In virtually every way that can be measured, owning a firearm makes the owner, the owner’s family, and the people around them less safe. The hard-core gun owner will never accept this truth. But the 36 percent in the middle—they may be open to it, if they can be helped to perceive it.
No, thanks, David. The American public has already been “helped” once into “perceiving” a truth that wasn’t, and the consequences in blood and treasure were very high.
Drunk driving has been illegal in the United States since automobiles became commonplace. Yet laws against drunk driving went lightly enforced until the 1980s.
I’m perplexed by how Frum is conflating drunken driving – a crime – with the harmless act of gun ownership. By Frum’s logic, because some drivers drive drunk, car ownership must be lowered. That’s preposterous.
Today, a new generation of determined women are emulating MADD, this time fighting against gun violence. The day after the Sandy Hook gun massacre, a Colorado mother of five, Shannon Watts, launched a group that now numbers 6 million: Moms Demand Action for Gun Sense in America.
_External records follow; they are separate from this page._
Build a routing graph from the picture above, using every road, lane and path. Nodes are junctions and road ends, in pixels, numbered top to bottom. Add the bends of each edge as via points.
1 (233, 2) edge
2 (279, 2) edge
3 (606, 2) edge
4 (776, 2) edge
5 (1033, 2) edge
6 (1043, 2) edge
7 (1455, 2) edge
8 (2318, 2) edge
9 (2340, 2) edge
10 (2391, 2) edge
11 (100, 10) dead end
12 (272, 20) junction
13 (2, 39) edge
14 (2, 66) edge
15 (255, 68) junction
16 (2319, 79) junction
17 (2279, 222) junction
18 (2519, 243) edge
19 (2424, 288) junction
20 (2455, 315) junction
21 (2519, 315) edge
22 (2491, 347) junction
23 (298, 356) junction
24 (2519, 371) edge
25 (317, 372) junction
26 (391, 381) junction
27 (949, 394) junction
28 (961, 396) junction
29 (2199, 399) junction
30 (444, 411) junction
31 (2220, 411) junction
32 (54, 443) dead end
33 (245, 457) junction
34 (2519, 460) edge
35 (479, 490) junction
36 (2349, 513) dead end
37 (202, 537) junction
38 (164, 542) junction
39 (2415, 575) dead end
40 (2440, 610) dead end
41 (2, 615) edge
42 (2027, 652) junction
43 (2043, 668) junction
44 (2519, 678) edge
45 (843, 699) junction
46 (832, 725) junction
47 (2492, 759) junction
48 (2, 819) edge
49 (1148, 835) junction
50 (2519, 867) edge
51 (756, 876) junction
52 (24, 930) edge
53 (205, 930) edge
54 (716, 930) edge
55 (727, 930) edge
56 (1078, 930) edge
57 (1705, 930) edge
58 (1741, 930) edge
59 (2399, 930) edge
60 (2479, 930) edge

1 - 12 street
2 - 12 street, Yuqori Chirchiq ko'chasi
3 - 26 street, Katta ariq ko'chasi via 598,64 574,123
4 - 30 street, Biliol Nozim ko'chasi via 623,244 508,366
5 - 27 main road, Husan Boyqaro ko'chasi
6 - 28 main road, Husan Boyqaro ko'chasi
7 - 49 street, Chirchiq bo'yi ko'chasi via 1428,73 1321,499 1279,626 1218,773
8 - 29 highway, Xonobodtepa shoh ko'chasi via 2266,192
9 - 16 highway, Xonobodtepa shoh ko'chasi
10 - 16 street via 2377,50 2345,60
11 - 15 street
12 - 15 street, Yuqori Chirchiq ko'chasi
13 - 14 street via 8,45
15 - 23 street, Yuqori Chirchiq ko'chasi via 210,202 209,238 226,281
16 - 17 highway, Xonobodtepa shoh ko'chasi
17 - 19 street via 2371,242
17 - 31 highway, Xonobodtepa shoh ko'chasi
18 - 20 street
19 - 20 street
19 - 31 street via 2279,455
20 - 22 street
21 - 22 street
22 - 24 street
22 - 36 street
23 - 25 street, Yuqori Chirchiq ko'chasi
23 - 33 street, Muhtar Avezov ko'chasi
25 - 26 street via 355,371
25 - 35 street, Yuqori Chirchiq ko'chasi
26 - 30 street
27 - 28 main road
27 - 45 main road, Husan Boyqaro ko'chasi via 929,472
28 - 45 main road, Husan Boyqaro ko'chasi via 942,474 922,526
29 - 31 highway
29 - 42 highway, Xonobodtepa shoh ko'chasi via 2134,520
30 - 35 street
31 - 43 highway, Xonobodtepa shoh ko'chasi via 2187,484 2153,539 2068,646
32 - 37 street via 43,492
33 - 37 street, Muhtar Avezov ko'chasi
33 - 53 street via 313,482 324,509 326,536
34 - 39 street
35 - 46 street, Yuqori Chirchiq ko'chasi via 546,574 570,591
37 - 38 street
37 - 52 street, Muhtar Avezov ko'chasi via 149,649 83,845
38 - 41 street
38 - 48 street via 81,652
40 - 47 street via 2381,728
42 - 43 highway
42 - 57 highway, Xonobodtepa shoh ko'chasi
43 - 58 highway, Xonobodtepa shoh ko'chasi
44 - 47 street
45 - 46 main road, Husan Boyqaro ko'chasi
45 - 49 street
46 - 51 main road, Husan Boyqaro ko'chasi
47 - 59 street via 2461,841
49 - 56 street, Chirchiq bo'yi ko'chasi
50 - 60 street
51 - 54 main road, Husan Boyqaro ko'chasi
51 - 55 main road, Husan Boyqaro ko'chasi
MDA isn’t going after gun crime; they are going after gun ownership. In fact, they are busy creating new gun crimes for the State to enforce, ensnaring ordinary people in an ever-expanding web of gun laws. Also note that the proposals from Shannon Watts and her ilk would fail The Nancy Lanza Test for Gun Control Proposals.
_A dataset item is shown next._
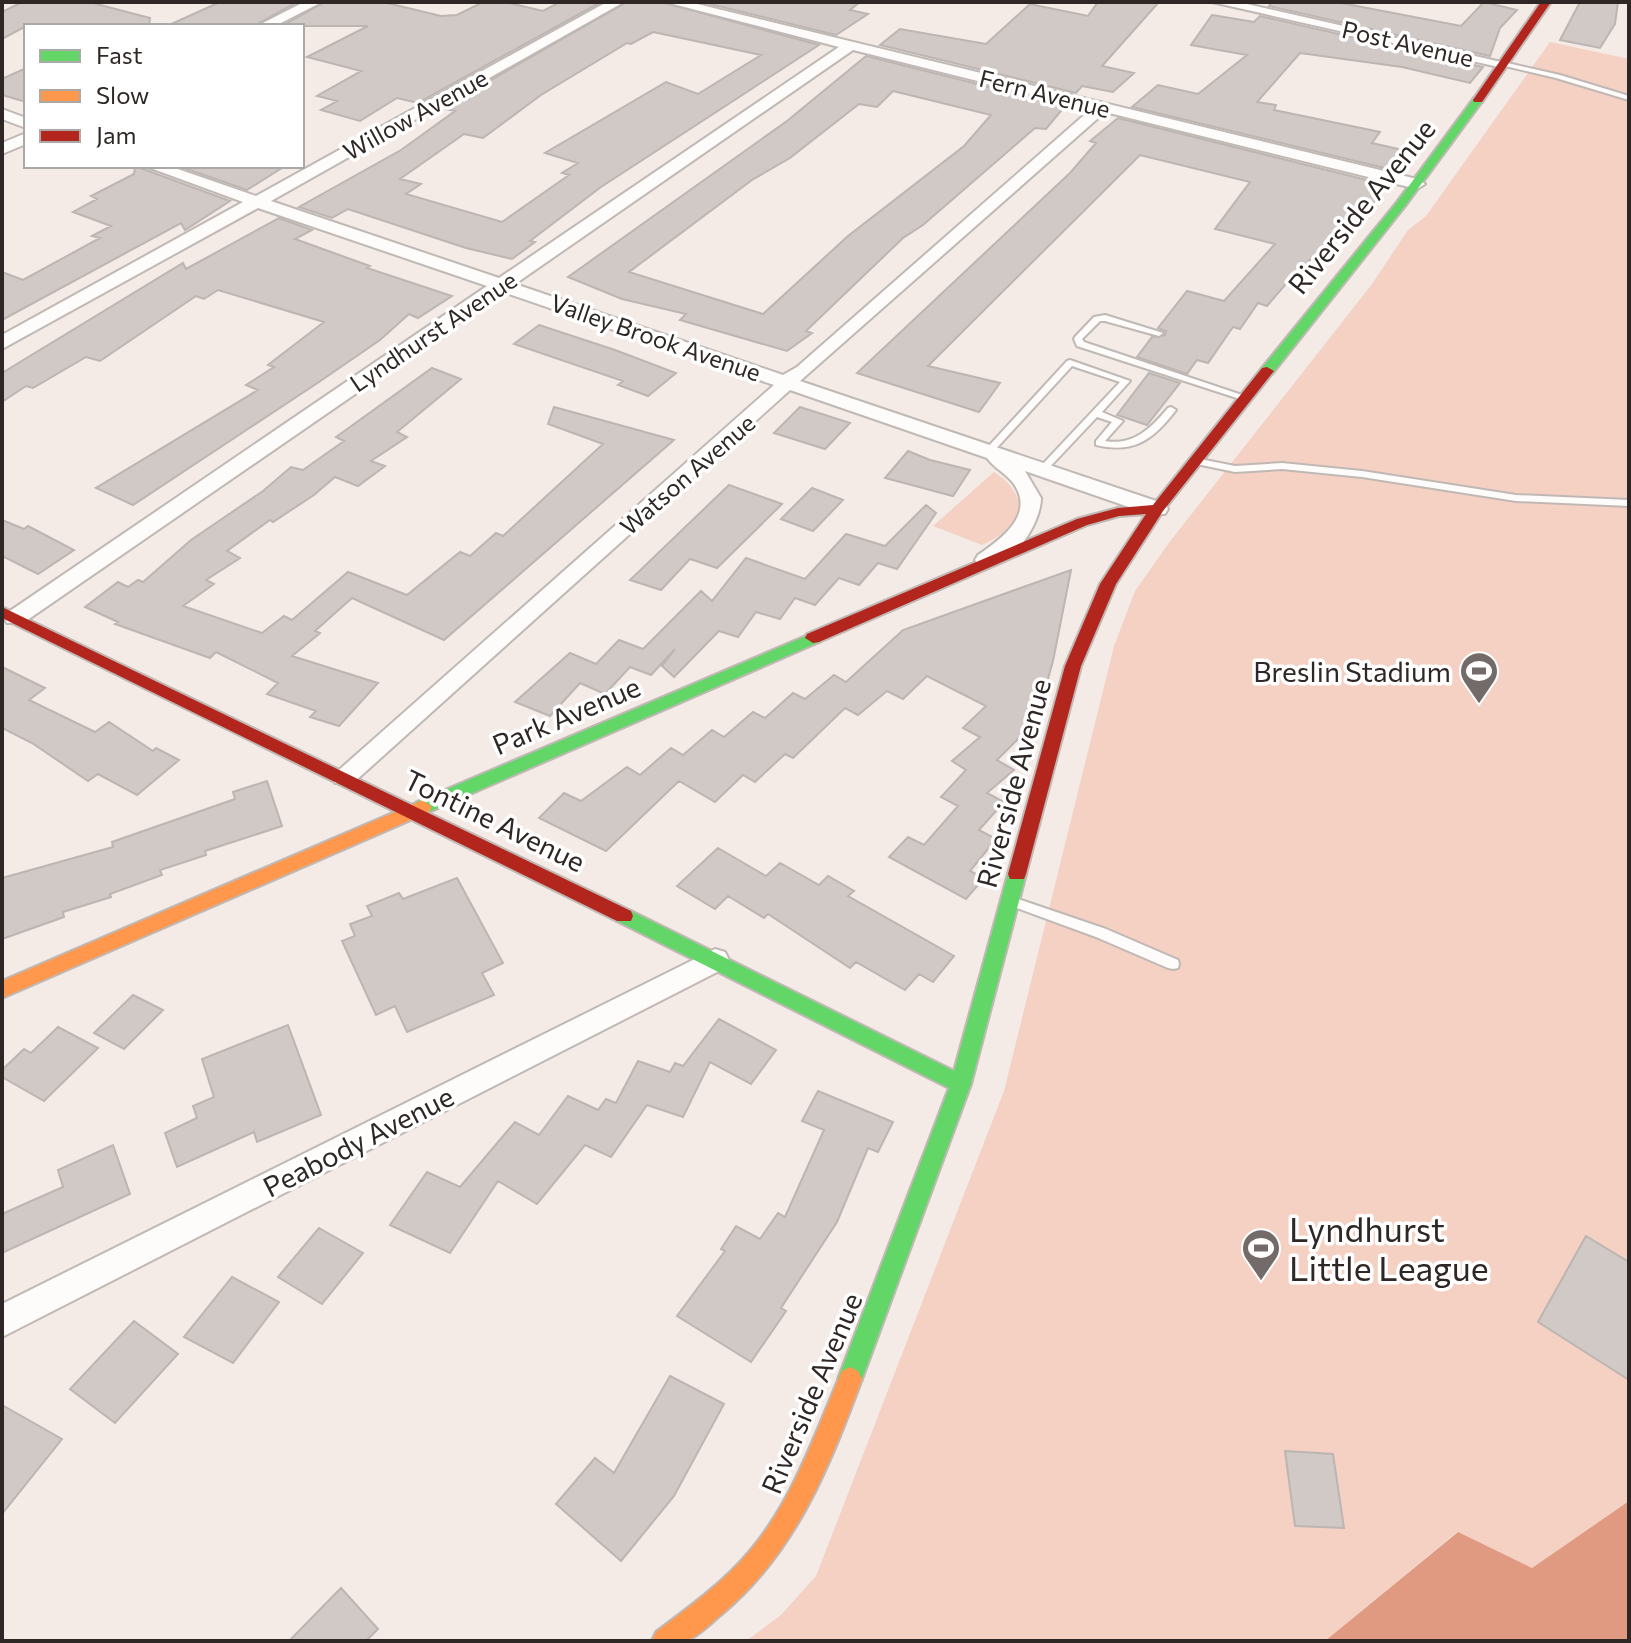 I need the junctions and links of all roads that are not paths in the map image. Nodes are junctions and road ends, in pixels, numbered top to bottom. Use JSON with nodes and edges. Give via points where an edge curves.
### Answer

The gun buyers of 2020–21 are different from those of years past: […] But like the people who refuse lifesaving vaccines for fear of minutely rare side effects, American gun buyers are falling victim to bad risk analysis.
Bad risk analysis? Like the one the Bush administration used to go into Iraq that resulted in a big mess?
Save your family and your community from danger by getting rid of your weapons, and especially your handguns. Don’t wait for the law. Do it yourself; do it now. […] The gun you trust against your fears is itself the thing you should fear. The gun is a lie.
I’ll eat a piece of Niger yellowcake before I believe that “the gun is a lie,” David.
Once emancipated from the false myth of the home-protecting gun, they will find it easier to write laws and adopt policies to stop the criminals and zealots who carry guns into the streets.
We already have lots of laws that are supposed to stop criminals, but none of them work. Claiming that passing more laws will stop criminals is like saying that feeding it more hay will help your unicorn fly over a rainbow.
Win enough elections, and the federal courts will retreat from their sudden gun advocacy—and return to their historic deference to state regulation of firearms.
Frum fundamentally misunderstands the role of the courts; it’s not “gun advocacy” as he claims, but an advocacy for the Constitution, which protects the right of the people to keep and bear arms from overzealous governments that Frum wishes would disarm them.
Over the past half decade, we’ve seen American society changed for the better through mass movements such as #MeToo. Now we need a new moral reckoning. […]
Twenty-five hundred years ago, the Greek writer Thucydides described the progress of civilization. It began, he said, when the Athenians ceased carrying arms inside their city, and left that savage custom to the barbarians. It’s long past time for Americans to absorb this first lesson from the first democracy.
After comparing gun ownership with crime, drunken driving and sexual harassment, Frum ends his screed calling bearing arms in defense a savage custom.
All that Frum has shown is his utter contempt for our right to keep and bear arms. I hope those Americans who still think Frum is a “conservative” look at his track record and don’t get fooled again.